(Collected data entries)

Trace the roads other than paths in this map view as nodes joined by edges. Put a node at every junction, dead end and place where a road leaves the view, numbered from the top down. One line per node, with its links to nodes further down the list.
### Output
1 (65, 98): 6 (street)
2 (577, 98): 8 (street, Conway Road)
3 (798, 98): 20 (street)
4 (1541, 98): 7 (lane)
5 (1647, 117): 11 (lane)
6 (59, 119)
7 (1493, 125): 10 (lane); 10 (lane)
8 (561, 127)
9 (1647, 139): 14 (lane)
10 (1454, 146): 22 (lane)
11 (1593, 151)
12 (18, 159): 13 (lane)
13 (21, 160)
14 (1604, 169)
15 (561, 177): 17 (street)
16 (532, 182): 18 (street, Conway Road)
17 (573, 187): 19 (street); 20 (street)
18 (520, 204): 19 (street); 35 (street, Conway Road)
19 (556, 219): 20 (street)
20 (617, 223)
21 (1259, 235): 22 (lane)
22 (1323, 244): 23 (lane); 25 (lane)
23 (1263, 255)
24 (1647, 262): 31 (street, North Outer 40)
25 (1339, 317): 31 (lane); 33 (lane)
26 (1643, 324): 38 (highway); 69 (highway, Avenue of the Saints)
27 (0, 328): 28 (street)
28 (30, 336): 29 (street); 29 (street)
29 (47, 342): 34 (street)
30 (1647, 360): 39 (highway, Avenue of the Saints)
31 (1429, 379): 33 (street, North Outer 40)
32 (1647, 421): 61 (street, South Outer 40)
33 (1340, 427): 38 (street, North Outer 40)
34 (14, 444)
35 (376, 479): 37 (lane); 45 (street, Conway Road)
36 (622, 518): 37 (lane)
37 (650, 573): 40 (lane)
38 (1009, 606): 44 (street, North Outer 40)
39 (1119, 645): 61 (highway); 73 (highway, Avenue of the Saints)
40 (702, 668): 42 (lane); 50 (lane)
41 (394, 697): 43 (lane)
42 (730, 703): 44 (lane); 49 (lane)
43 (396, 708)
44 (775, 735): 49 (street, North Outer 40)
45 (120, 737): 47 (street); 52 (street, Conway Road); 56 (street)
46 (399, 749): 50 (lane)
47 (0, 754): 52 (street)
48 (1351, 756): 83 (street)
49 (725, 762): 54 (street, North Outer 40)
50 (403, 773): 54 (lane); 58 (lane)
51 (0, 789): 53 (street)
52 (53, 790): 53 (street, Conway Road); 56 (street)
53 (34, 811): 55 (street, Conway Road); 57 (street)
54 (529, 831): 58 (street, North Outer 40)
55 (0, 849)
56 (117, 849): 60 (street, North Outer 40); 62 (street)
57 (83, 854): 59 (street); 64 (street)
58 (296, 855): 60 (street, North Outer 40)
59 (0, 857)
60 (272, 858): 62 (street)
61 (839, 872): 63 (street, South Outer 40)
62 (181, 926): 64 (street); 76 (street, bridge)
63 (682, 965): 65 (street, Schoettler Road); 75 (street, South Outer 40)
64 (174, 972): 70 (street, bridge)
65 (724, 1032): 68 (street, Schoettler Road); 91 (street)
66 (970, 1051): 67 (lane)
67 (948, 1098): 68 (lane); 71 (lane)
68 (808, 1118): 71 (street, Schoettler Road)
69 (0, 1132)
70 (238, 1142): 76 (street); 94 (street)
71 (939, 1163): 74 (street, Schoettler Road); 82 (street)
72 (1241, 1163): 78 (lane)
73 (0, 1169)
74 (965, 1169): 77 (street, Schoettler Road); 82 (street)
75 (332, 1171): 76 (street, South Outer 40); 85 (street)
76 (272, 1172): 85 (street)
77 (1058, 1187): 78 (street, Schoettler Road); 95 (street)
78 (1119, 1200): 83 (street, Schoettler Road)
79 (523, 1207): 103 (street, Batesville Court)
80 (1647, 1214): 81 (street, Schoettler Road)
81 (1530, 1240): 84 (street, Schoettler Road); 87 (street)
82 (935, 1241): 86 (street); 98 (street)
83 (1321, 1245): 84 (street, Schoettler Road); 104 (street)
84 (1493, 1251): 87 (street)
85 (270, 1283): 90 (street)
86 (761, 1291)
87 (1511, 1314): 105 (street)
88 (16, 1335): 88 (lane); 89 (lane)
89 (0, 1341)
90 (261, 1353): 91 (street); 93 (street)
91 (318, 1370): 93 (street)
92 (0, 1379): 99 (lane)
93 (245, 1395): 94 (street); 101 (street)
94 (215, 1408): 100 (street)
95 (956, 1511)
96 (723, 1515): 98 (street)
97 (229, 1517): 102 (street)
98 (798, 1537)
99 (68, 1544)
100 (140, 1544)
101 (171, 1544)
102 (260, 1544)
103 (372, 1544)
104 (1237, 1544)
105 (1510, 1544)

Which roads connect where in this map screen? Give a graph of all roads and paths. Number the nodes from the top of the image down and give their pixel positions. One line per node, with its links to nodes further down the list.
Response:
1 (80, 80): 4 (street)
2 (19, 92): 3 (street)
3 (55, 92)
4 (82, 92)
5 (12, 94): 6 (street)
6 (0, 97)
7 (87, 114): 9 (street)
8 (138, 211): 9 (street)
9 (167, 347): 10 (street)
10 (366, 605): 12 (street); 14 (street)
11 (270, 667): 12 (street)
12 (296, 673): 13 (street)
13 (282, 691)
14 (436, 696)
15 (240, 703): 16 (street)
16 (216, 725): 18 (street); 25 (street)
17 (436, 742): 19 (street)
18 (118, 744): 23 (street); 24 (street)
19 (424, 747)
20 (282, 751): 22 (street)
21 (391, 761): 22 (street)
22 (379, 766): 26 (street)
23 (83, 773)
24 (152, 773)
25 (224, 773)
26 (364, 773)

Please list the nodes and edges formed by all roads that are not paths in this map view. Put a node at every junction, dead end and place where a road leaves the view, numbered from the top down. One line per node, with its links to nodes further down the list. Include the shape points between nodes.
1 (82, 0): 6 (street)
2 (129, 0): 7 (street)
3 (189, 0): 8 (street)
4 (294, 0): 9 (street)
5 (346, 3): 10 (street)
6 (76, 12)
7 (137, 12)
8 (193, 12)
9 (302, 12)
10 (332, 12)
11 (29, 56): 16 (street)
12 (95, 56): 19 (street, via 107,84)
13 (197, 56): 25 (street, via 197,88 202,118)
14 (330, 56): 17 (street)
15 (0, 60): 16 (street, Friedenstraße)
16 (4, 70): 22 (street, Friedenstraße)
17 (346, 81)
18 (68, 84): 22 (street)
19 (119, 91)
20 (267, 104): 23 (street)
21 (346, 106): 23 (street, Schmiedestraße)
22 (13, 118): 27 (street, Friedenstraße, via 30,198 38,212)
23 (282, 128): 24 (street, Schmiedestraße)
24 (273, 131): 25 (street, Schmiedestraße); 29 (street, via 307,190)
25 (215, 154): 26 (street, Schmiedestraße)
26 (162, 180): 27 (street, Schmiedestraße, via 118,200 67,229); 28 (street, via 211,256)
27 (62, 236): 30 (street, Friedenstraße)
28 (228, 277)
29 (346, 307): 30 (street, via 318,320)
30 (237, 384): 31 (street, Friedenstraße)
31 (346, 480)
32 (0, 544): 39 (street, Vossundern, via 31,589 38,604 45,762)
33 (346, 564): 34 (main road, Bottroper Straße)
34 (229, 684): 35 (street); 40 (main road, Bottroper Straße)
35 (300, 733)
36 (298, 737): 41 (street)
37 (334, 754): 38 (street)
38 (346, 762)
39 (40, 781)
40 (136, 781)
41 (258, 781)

*ACTIVITY*.
The whole set of records needs to be written out exactly.

*TASK RESPONSE*.
Trace the roads other than paths in this map view as nodes joined by edges. Put a node at every junction, dead end and place where a road leaves the view, numbered from the top down. One line per node, with its links to nodes further down the list.
### Output
1 (65, 98): 6 (street)
2 (577, 98): 8 (street, Conway Road)
3 (798, 98): 20 (street)
4 (1541, 98): 7 (lane)
5 (1647, 117): 11 (lane)
6 (59, 119)
7 (1493, 125): 10 (lane); 10 (lane)
8 (561, 127)
9 (1647, 139): 14 (lane)
10 (1454, 146): 22 (lane)
11 (1593, 151)
12 (18, 159): 13 (lane)
13 (21, 160)
14 (1604, 169)
15 (561, 177): 17 (street)
16 (532, 182): 18 (street, Conway Road)
17 (573, 187): 19 (street); 20 (street)
18 (520, 204): 19 (street); 35 (street, Conway Road)
19 (556, 219): 20 (street)
20 (617, 223)
21 (1259, 235): 22 (lane)
22 (1323, 244): 23 (lane); 25 (lane)
23 (1263, 255)
24 (1647, 262): 31 (street, North Outer 40)
25 (1339, 317): 31 (lane); 33 (lane)
26 (1643, 324): 38 (highway); 69 (highway, Avenue of the Saints)
27 (0, 328): 28 (street)
28 (30, 336): 29 (street); 29 (street)
29 (47, 342): 34 (street)
30 (1647, 360): 39 (highway, Avenue of the Saints)
31 (1429, 379): 33 (street, North Outer 40)
32 (1647, 421): 61 (street, South Outer 40)
33 (1340, 427): 38 (street, North Outer 40)
34 (14, 444)
35 (376, 479): 37 (lane); 45 (street, Conway Road)
36 (622, 518): 37 (lane)
37 (650, 573): 40 (lane)
38 (1009, 606): 44 (street, North Outer 40)
39 (1119, 645): 61 (highway); 73 (highway, Avenue of the Saints)
40 (702, 668): 42 (lane); 50 (lane)
41 (394, 697): 43 (lane)
42 (730, 703): 44 (lane); 49 (lane)
43 (396, 708)
44 (775, 735): 49 (street, North Outer 40)
45 (120, 737): 47 (street); 52 (street, Conway Road); 56 (street)
46 (399, 749): 50 (lane)
47 (0, 754): 52 (street)
48 (1351, 756): 83 (street)
49 (725, 762): 54 (street, North Outer 40)
50 (403, 773): 54 (lane); 58 (lane)
51 (0, 789): 53 (street)
52 (53, 790): 53 (street, Conway Road); 56 (street)
53 (34, 811): 55 (street, Conway Road); 57 (street)
54 (529, 831): 58 (street, North Outer 40)
55 (0, 849)
56 (117, 849): 60 (street, North Outer 40); 62 (street)
57 (83, 854): 59 (street); 64 (street)
58 (296, 855): 60 (street, North Outer 40)
59 (0, 857)
60 (272, 858): 62 (street)
61 (839, 872): 63 (street, South Outer 40)
62 (181, 926): 64 (street); 76 (street, bridge)
63 (682, 965): 65 (street, Schoettler Road); 75 (street, South Outer 40)
64 (174, 972): 70 (street, bridge)
65 (724, 1032): 68 (street, Schoettler Road); 91 (street)
66 (970, 1051): 67 (lane)
67 (948, 1098): 68 (lane); 71 (lane)
68 (808, 1118): 71 (street, Schoettler Road)
69 (0, 1132)
70 (238, 1142): 76 (street); 94 (street)
71 (939, 1163): 74 (street, Schoettler Road); 82 (street)
72 (1241, 1163): 78 (lane)
73 (0, 1169)
74 (965, 1169): 77 (street, Schoettler Road); 82 (street)
75 (332, 1171): 76 (street, South Outer 40); 85 (street)
76 (272, 1172): 85 (street)
77 (1058, 1187): 78 (street, Schoettler Road); 95 (street)
78 (1119, 1200): 83 (street, Schoettler Road)
79 (523, 1207): 103 (street, Batesville Court)
80 (1647, 1214): 81 (street, Schoettler Road)
81 (1530, 1240): 84 (street, Schoettler Road); 87 (street)
82 (935, 1241): 86 (street); 98 (street)
83 (1321, 1245): 84 (street, Schoettler Road); 104 (street)
84 (1493, 1251): 87 (street)
85 (270, 1283): 90 (street)
86 (761, 1291)
87 (1511, 1314): 105 (street)
88 (16, 1335): 88 (lane); 89 (lane)
89 (0, 1341)
90 (261, 1353): 91 (street); 93 (street)
91 (318, 1370): 93 (street)
92 (0, 1379): 99 (lane)
93 (245, 1395): 94 (street); 101 (street)
94 (215, 1408): 100 (street)
95 (956, 1511)
96 (723, 1515): 98 (street)
97 (229, 1517): 102 (street)
98 (798, 1537)
99 (68, 1544)
100 (140, 1544)
101 (171, 1544)
102 (260, 1544)
103 (372, 1544)
104 (1237, 1544)
105 (1510, 1544)

Which roads connect where in this map screen? Give a graph of all roads and paths. Number the nodes from the top of the image down and give their pixel positions. One line per node, with its links to nodes further down the list.
Response:
1 (80, 80): 4 (street)
2 (19, 92): 3 (street)
3 (55, 92)
4 (82, 92)
5 (12, 94): 6 (street)
6 (0, 97)
7 (87, 114): 9 (street)
8 (138, 211): 9 (street)
9 (167, 347): 10 (street)
10 (366, 605): 12 (street); 14 (street)
11 (270, 667): 12 (street)
12 (296, 673): 13 (street)
13 (282, 691)
14 (436, 696)
15 (240, 703): 16 (street)
16 (216, 725): 18 (street); 25 (street)
17 (436, 742): 19 (street)
18 (118, 744): 23 (street); 24 (street)
19 (424, 747)
20 (282, 751): 22 (street)
21 (391, 761): 22 (street)
22 (379, 766): 26 (street)
23 (83, 773)
24 (152, 773)
25 (224, 773)
26 (364, 773)

Please list the nodes and edges formed by all roads that are not paths in this map view. Put a node at every junction, dead end and place where a road leaves the view, numbered from the top down. One line per node, with its links to nodes further down the list. Include the shape points between nodes.
1 (82, 0): 6 (street)
2 (129, 0): 7 (street)
3 (189, 0): 8 (street)
4 (294, 0): 9 (street)
5 (346, 3): 10 (street)
6 (76, 12)
7 (137, 12)
8 (193, 12)
9 (302, 12)
10 (332, 12)
11 (29, 56): 16 (street)
12 (95, 56): 19 (street, via 107,84)
13 (197, 56): 25 (street, via 197,88 202,118)
14 (330, 56): 17 (street)
15 (0, 60): 16 (street, Friedenstraße)
16 (4, 70): 22 (street, Friedenstraße)
17 (346, 81)
18 (68, 84): 22 (street)
19 (119, 91)
20 (267, 104): 23 (street)
21 (346, 106): 23 (street, Schmiedestraße)
22 (13, 118): 27 (street, Friedenstraße, via 30,198 38,212)
23 (282, 128): 24 (street, Schmiedestraße)
24 (273, 131): 25 (street, Schmiedestraße); 29 (street, via 307,190)
25 (215, 154): 26 (street, Schmiedestraße)
26 (162, 180): 27 (street, Schmiedestraße, via 118,200 67,229); 28 (street, via 211,256)
27 (62, 236): 30 (street, Friedenstraße)
28 (228, 277)
29 (346, 307): 30 (street, via 318,320)
30 (237, 384): 31 (street, Friedenstraße)
31 (346, 480)
32 (0, 544): 39 (street, Vossundern, via 31,589 38,604 45,762)
33 (346, 564): 34 (main road, Bottroper Straße)
34 (229, 684): 35 (street); 40 (main road, Bottroper Straße)
35 (300, 733)
36 (298, 737): 41 (street)
37 (334, 754): 38 (street)
38 (346, 762)
39 (40, 781)
40 (136, 781)
41 (258, 781)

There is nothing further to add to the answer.